In terms of innovation it's probably fair to say that from the end of the First World War right through to the closing years of the 1950's,
i.e. the pre-Beatles era, Britain was a fairly sterile place for popular music. The main vehicles for popular song in the 1920's - music hall and musical theatre -
were inward looking and rather parochial, and in the case of the former, at the beginning of a long decline. Britain's Big Bands were also a pale shadow of their American counterparts
during the 1920's and 1930's, a dilute reflection of the scene Stateside.
The wartime years of 1939-1945 on the other hand retain a special resonance in the British psyche, the popular songs of the day reflecting both defiant patriotism and a nostalgic longing.
When
Vera Lynn sang her two iconic songs
We'll Meet Again and
The White Cliffs Of Dover, she sang for a fearful but determined nation.
The immediate post-war years saw British popular music once again bogged down in a fairly barren landscape. Across the Atlantic early r&b
was beginning to take over from the Big Band sound, but Britain, lacking ethnic and cultural diversity,
had a moribund pop scene still dominated by dance orchestras fronted by cabaret singers. Television was just beginning to
get off the ground, but it was through the radio, the era's main vehicle for mass home entertainment, that the
increasingly insistent rumblings of the seismic shift taking place in American popular music could increasingly be detected.
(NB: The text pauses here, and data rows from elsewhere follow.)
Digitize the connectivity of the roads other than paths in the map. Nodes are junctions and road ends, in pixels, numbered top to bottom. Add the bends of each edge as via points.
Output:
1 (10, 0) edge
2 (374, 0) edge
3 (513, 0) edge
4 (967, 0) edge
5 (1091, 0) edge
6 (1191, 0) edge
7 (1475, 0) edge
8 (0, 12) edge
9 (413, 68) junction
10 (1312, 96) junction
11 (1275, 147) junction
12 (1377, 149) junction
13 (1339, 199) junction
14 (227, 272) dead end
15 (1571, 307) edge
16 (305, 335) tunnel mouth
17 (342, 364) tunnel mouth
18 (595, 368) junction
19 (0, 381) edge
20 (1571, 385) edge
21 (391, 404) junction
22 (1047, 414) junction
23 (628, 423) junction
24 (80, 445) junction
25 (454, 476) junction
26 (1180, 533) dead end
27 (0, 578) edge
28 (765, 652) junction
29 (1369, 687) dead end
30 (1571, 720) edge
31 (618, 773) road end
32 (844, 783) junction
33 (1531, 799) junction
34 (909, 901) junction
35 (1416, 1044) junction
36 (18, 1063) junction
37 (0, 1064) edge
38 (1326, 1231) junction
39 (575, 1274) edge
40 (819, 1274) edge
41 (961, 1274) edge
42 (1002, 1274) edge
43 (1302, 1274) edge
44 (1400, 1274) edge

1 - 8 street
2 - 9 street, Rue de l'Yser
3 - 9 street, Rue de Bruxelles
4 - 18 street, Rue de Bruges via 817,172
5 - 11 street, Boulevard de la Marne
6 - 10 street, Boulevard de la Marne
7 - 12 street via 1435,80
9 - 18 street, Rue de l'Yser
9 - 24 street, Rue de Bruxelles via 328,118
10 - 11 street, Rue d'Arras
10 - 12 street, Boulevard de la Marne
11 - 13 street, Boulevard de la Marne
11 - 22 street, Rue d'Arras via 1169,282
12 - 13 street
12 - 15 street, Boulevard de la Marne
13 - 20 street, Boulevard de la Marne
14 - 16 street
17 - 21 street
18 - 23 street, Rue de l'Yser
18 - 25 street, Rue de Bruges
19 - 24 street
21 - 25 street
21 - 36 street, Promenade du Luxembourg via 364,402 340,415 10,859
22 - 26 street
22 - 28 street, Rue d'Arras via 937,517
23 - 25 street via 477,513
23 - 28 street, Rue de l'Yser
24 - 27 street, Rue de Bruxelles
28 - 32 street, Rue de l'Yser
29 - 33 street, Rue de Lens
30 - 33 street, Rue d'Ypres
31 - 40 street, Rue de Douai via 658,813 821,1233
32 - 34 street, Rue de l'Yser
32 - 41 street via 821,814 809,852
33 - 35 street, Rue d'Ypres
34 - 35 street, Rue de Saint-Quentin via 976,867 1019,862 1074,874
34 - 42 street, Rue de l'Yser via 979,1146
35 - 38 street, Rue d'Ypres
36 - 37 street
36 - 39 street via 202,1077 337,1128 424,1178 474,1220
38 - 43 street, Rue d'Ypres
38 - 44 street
In the early 1950's Lonnie Donegan, Ken Colyer and Chris Barber picked up on 1920's Chicago "spasm band" jazz
and the jug-band traditions originally found in turn of the century New Orleans and, by combining them with bluegrass, came up with skiffle,
a style which didn't really have a direct equivalent in America. Donegan had a huge hit by applying the style to Rock Island Line,
a Leadbelly song from the 1930's, setting in motion a mini-craze which lasted until the late 1950's. By this time, however,
a musical revolution called rock & roll was really beginning to stir up the turgid British music scene.
One of it's earliest beneficiaries was Cliff Richard, whose early hits include Ian Samwell's 1958 classic Move It
and Livin' Doll in 1959, a song written by Lionel Bart. Another heart-throb of the time, Adam Faith, went to No.1 with
What Do You Want?, courtesy of Johnny Worth (a.k.a. Les Vandyke), who also had a big influence writing for and promoting another
early rocker, Eden Kane.
But it was Johnny Kidd who came up with perhaps the most significant British song of the time, the rock & roll standard
Shakin' All Over, which was a smash hit for Johnny and The Pirates in 1960.
It's revolutionary sound had a formative influence on many early British rock bands which followed, particularly The Who.
Rock & roll sparked Britain's dormant youth culture into life, and, inspired by The Beatles and the pioneers of the British Invasion, it has been
at the forefront of popular music ever since.